Let's say we have an array like
[37, 20, 16, 8, 5, 5, 3, 0]
What algorithm can I use so that I can specify the number of partitions and have the array broken into them.
For 2 partitions, it should be
[37] and [20, 16, 8, 5, 5, 3, 0]
For 3, it should be
[37],[20, 16] and [8, 5, 5, 3, 0]
I am able to break them down by proximity by simply subtracting the element with right and left numbers but that doesn't ensure the correct number of partitions.
Any ideas?
My code is in ruby but any language/algo/pseudo-code will suffice.
Here's the ruby code by Vikram's algorithm
def partition(arr,clusters)
# Return same array if clusters are less than zero or more than array size
return arr if (clusters >= arr.size) || (clusters < 0)
edges = {}
# Get weights of edges
arr.each_with_index do |a,i|
break if i == (arr.length-1)
edges[i] = a - arr[i+1]
end
# Sort edge weights in ascending order
sorted_edges = edges.sort_by{|k,v| v}.collect{|k| k.first}
# Maintain counter for joins happening.
prev_edge = arr.size+1
joins = 0
sorted_edges.each do |edge|
# If join is on right of previous, subtract the number of previous joins that happened on left
if (edge > prev_edge)
edge -= joins
end
joins += 1
# Join the elements on the sides of edge.
arr[edge] = arr[edge,2].flatten
arr.delete_at(edge+1)
prev_edge = edge
# Get out when right clusters are done
break if arr.size == clusters
end
end
(assuming the array is sorted in descending order)
37, 20, 16, 8, 5, 5, 3, 0
Calculate the differences between adjacent numbers:
17, 4, 8, 3, 0, 2, 3
Then sort them in descending order:
17, 8, 4, 3, 3, 2, 0
Then take the first few numbers.
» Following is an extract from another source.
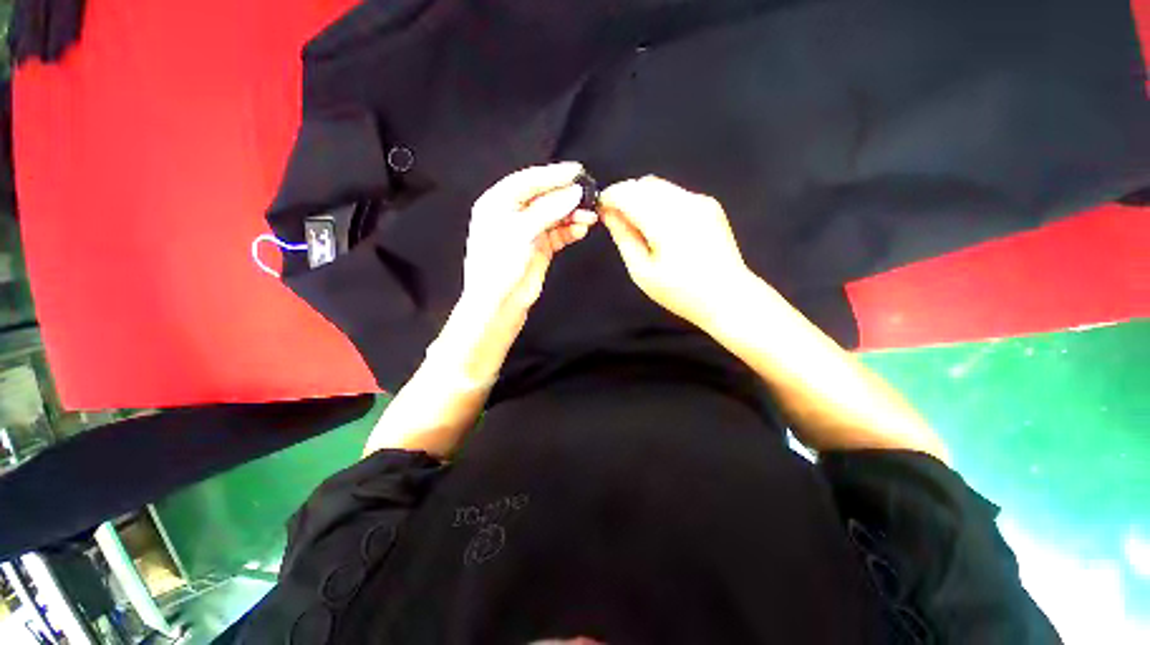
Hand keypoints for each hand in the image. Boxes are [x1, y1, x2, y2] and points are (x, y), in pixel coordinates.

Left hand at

For example, for 4 partitions, take 3 numbers:
17, 8, 4
Now look at the original array and find the elements with these given differences (you should attach the index in the original array to each element in the difference array to make this most easy).
17 - difference between 37 and 20
8 - difference between 16 and 8
4 - difference between 20 and 16
Now print the stuff:
37 | 20 | 16 | 8, 5, 5, 3, 0
I think your problem can be solved using k-clustering using kruskal's algorithm . Kruskal algorithm is used to find the clusters such that there is maximum spacing between them.
Algorithm : -
Construct path graph from your data set like following : -
[37, 20, 16, 8, 5, 5, 3, 0]
path graph: - 0 -> 1 -> 2 -> 3 -> 4 -> 5 -> 6 -> 7
then weight for each edge will be difference between their values
edge(0,1) = abs(37-20) = 17
edge(1,2) = abs(20-16) = 4
edge(2,3) = abs(16-8) = 8
edge(3,4) = abs(8-5) = 3
edge(4,5) = abs(5-5) = 0
edge(5,6) = abs(5-3) = 2
edge(6,7) = abs(3-0) = 3
Use kruskal on this graph till there are only k clusters remaining : -
Sort the edges first according to weights in ascending order:-
(4,5),(5,6),(6,7),(3,4),(1,2),(2,3),(0,1)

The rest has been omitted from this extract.